TOP 26 Agrarrohstoffspekulationen wirksam entgegentreten – EU-Finanzinstrumente-Richtlinie nicht aufweichen (Drs. 17/5120)

Die EU-Finanzmarktrichtlinie MiFID II sollte mit Verabschiedung 2014 Nahrungsmittelspekulationen eingrenzen. Die technischen Details, die erarbeitet wurden, wie auch die Beschränkungen der Richtlinie auf den börslichen Handel, drohen aber das erklärte Ziel aufzuweichen. Neben den Spekulationen ergeben sich steigende und teils extrem volatile Preise für Grundnahrungsmittel wie Mais, Weizen und Reis, die Kleinbauern und Konsumenten in Entwicklungsländern immer wieder in Notlagen bringen, ebenso durch die wachsende Weltbevölkerung – und damit die steigende Nachfrage nach Lebensmitteln – sowie die Zweckentfremdung großer Anbauflächen für die Produktion von Biotreibstoffen. Mit unserem Antrag bitten wir die Landesregierung, sich über den Bundesrat gegen Agrarrohstoffspekulationen einzusetzen.

 

TOP 31 Car-Pass einführen – Tachomanipulation wirksam eindämmen (Drs.17/5121)

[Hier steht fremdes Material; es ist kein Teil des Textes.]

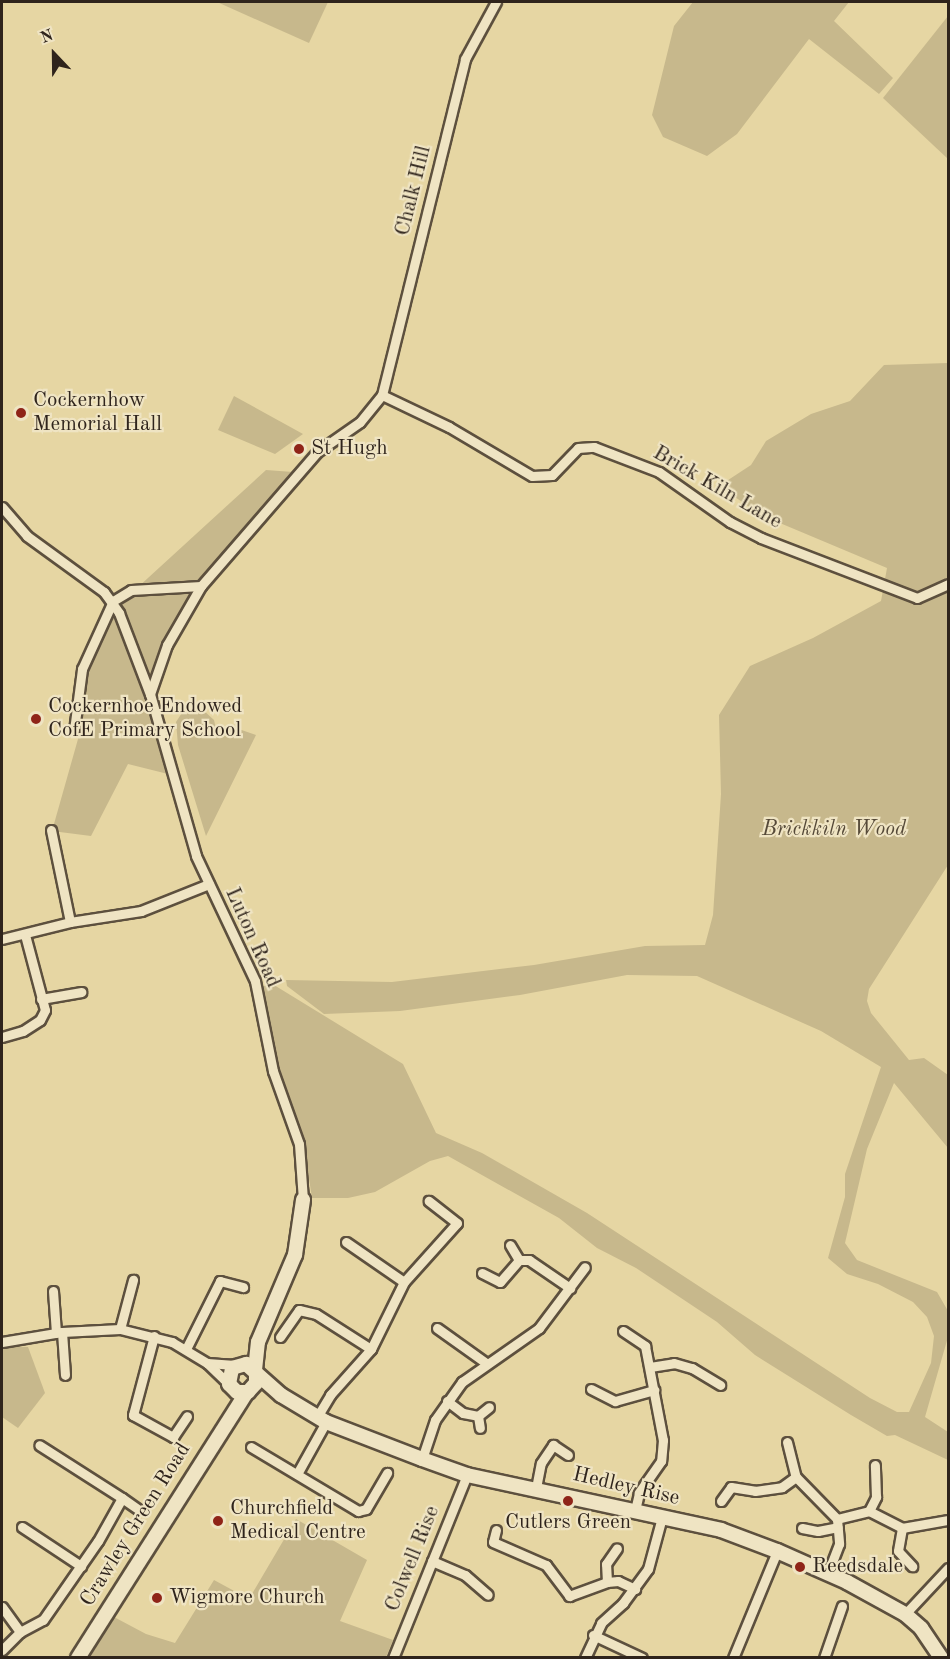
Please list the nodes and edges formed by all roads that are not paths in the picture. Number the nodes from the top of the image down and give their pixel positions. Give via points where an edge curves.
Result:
1 (495, 2) edge
2 (382, 394) junction
3 (2, 507) edge
4 (948, 584) edge
5 (201, 586) junction
6 (113, 602) junction
7 (150, 694) junction
8 (74, 730) dead end
9 (51, 830) dead end
10 (209, 884) junction
11 (70, 922) junction
12 (25, 935) junction
13 (2, 939) edge
14 (81, 992) dead end
15 (41, 999) junction
16 (2, 1037) edge
17 (303, 1200) joint
18 (429, 1201) dead end
19 (346, 1242) dead end
20 (510, 1245) dead end
21 (519, 1260) junction
22 (585, 1268) dead end
23 (482, 1273) dead end
24 (132, 1280) dead end
25 (404, 1282) junction
26 (243, 1287) dead end
27 (570, 1288) junction
28 (53, 1291) dead end
29 (437, 1328) dead end
30 (120, 1329) junction
31 (622, 1331) dead end
32 (59, 1332) junction
33 (154, 1335) junction
34 (280, 1337) dead end
35 (2, 1342) edge
36 (258, 1342) junction
37 (186, 1349) junction
38 (371, 1349) junction
39 (207, 1363) junction
40 (486, 1363) junction
41 (237, 1365) junction
42 (650, 1367) junction
43 (255, 1372) junction
44 (65, 1375) dead end
45 (230, 1385) junction
46 (720, 1385) dead end
47 (591, 1389) dead end
48 (654, 1390) junction
49 (248, 1392) junction
50 (281, 1395) junction
51 (447, 1401) junction
52 (489, 1407) dead end
53 (229, 1415) junction
54 (187, 1416) dead end
55 (478, 1416) junction
56 (321, 1420) junction
57 (480, 1428) dead end
58 (787, 1442) dead end
59 (39, 1445) dead end
60 (251, 1447) dead end
61 (568, 1455) dead end
62 (422, 1459) junction
63 (875, 1465) dead end
64 (387, 1473) dead end
65 (297, 1474) junction
66 (467, 1474) junction
67 (796, 1477) junction
68 (536, 1488) junction
69 (122, 1498) junction
70 (721, 1500) dead end
71 (138, 1509) dead end
72 (634, 1510) junction
73 (869, 1511) junction
74 (662, 1516) junction
75 (948, 1520) edge
76 (838, 1523) junction
77 (22, 1527) dead end
78 (802, 1527) dead end
79 (902, 1528) junction
80 (496, 1530) dead end
81 (617, 1548) dead end
82 (777, 1551) junction
83 (432, 1561) junction
84 (81, 1566) junction
85 (912, 1566) dead end
86 (948, 1568) edge
87 (828, 1573) junction
88 (607, 1582) junction
89 (636, 1589) junction
90 (488, 1595) dead end
91 (842, 1606) dead end
92 (2, 1607) edge
93 (905, 1614) junction
94 (20, 1632) junction
95 (593, 1635) junction
96 (2, 1650) edge
97 (78, 1658) edge
98 (393, 1658) edge
99 (585, 1658) edge
100 (642, 1658) edge
101 (733, 1658) edge
102 (824, 1658) edge
103 (941, 1658) edge

1 - 2 street, Chalk Hill via 465,59
2 - 4 street, Brick Kiln Lane via 449,427 532,477 552,475 578,448 594,447 659,472 730,522 761,538 917,598
2 - 5 street via 360,422 317,452
3 - 6 street via 27,536
5 - 6 street via 131,590
5 - 7 street via 165,651
6 - 7 street, Luton Road
6 - 8 street via 82,669
7 - 10 street, Luton Road via 186,825
9 - 11 street
10 - 11 street via 141,911
10 - 17 street, Luton Road via 255,981 273,1071 299,1144
11 - 12 street
12 - 13 street via 11,934
12 - 15 street
14 - 15 street
15 - 16 street via 45,1010 40,1020 23,1031
17 - 36 street via 295,1255
18 - 25 street via 457,1223
19 - 25 street
20 - 21 street
21 - 23 street via 500,1282
21 - 27 street via 529,1260
22 - 27 street
24 - 30 street
25 - 38 street
26 - 37 street via 220,1281
27 - 40 street via 539,1328
28 - 32 street
29 - 40 street
30 - 32 street
30 - 33 street
31 - 42 street via 645,1346
32 - 35 street
32 - 44 street
33 - 37 street
33 - 54 street via 133,1415 173,1437
34 - 38 street via 299,1310 316,1314
36 - 41 street
36 - 43 street
37 - 39 street
38 - 56 street via 330,1395
39 - 41 street
39 - 45 street
40 - 51 street via 462,1382
41 - 43 street, Hedley Rise
41 - 45 street, Crawley Green Road via 228,1375
42 - 46 street via 674,1363 692,1368
42 - 48 street
43 - 49 street
43 - 50 street, Hedley Rise
45 - 49 street, Hedley Rise
45 - 53 street, Crawley Green Road
47 - 48 street via 615,1401
48 - 72 street via 663,1440 661,1461 639,1493
49 - 50 street, Hedley Rise
49 - 53 street, Crawley Green Road
50 - 56 street, Hedley Rise
51 - 55 street via 463,1413
51 - 62 street via 435,1420
52 - 55 street
53 - 97 street, Crawley Green Road
55 - 57 street
56 - 62 street, Hedley Rise
56 - 65 street
58 - 67 street
59 - 69 street
60 - 65 street
61 - 68 street via 553,1445 541,1463
62 - 66 street, Hedley Rise
63 - 73 street via 876,1497
64 - 65 street via 366,1509 358,1511
66 - 68 street, Hedley Rise
66 - 83 street, Colwell Rise
67 - 70 street via 782,1487 755,1491 731,1487
67 - 76 street
68 - 72 street, Hedley Rise
69 - 71 street
69 - 84 street
72 - 74 street, Hedley Rise
73 - 76 street
73 - 79 street
74 - 82 street, Hedley Rise via 721,1530
74 - 89 street via 648,1569
75 - 79 street
76 - 78 street via 818,1531
76 - 87 street via 839,1544
77 - 84 street
79 - 85 street via 898,1551
80 - 88 street via 493,1542 546,1565 569,1596
81 - 88 street via 606,1564
82 - 87 street, Hedley Rise
82 - 101 street
83 - 90 street via 465,1575
83 - 98 street, Colwell Rise
84 - 94 street via 43,1620
86 - 93 street
87 - 93 street, Hedley Rise
88 - 89 street via 618,1581
89 - 95 street
91 - 102 street
92 - 94 street
93 - 103 street, Hedley Rise via 921,1628
94 - 96 street
95 - 99 street
95 - 100 street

Auf rund 6 Milliarden Euro schätzt der ADAC den jährlichen Schaden, der durch Manipulation des Tachostandes von Kraftfahrzeugen zur Erzielung eines höheren Gebrauchtwagenpreises, niedrigerer Leasingkosten oder zum Zwecke der Erschleichung von Garantieleistungen entsteht. Mit der Einführung digitaler Tachometer, die seit der Jahrtausendwende überwiegend eingesetzt werden, wurde die Manipulation deutlich erleichtert. Belgien ist es mit der Einführung eines Car-Passes gelungen, die Tachomanipulation binnen weniger Jahre deutlich einzudämmen. Ein Car-Pass ist ein fahrzeugindividueller Auszug aus einer zentralen Datenbank, in die bei jedem Werkstattbesuch, bei jedem Besuch eines Reifenhändlers und bei jeder Hauptuntersuchung die jeweilige Kilometerleistung anhand der Fahrgestellnummer des Fahrzeugs eingetragen wird. Auf diese Weise entsteht eine relativ enge Dokumentation, die Manipulationen zwar nicht unmöglich macht, jedoch deutlich erschwert. Mit unserem Antrag fordern wir die Landesregierung auf, sich auf Bundesebene für die verbindliche Einführung eines Car-Passes auch in Deutschland einzusetzen.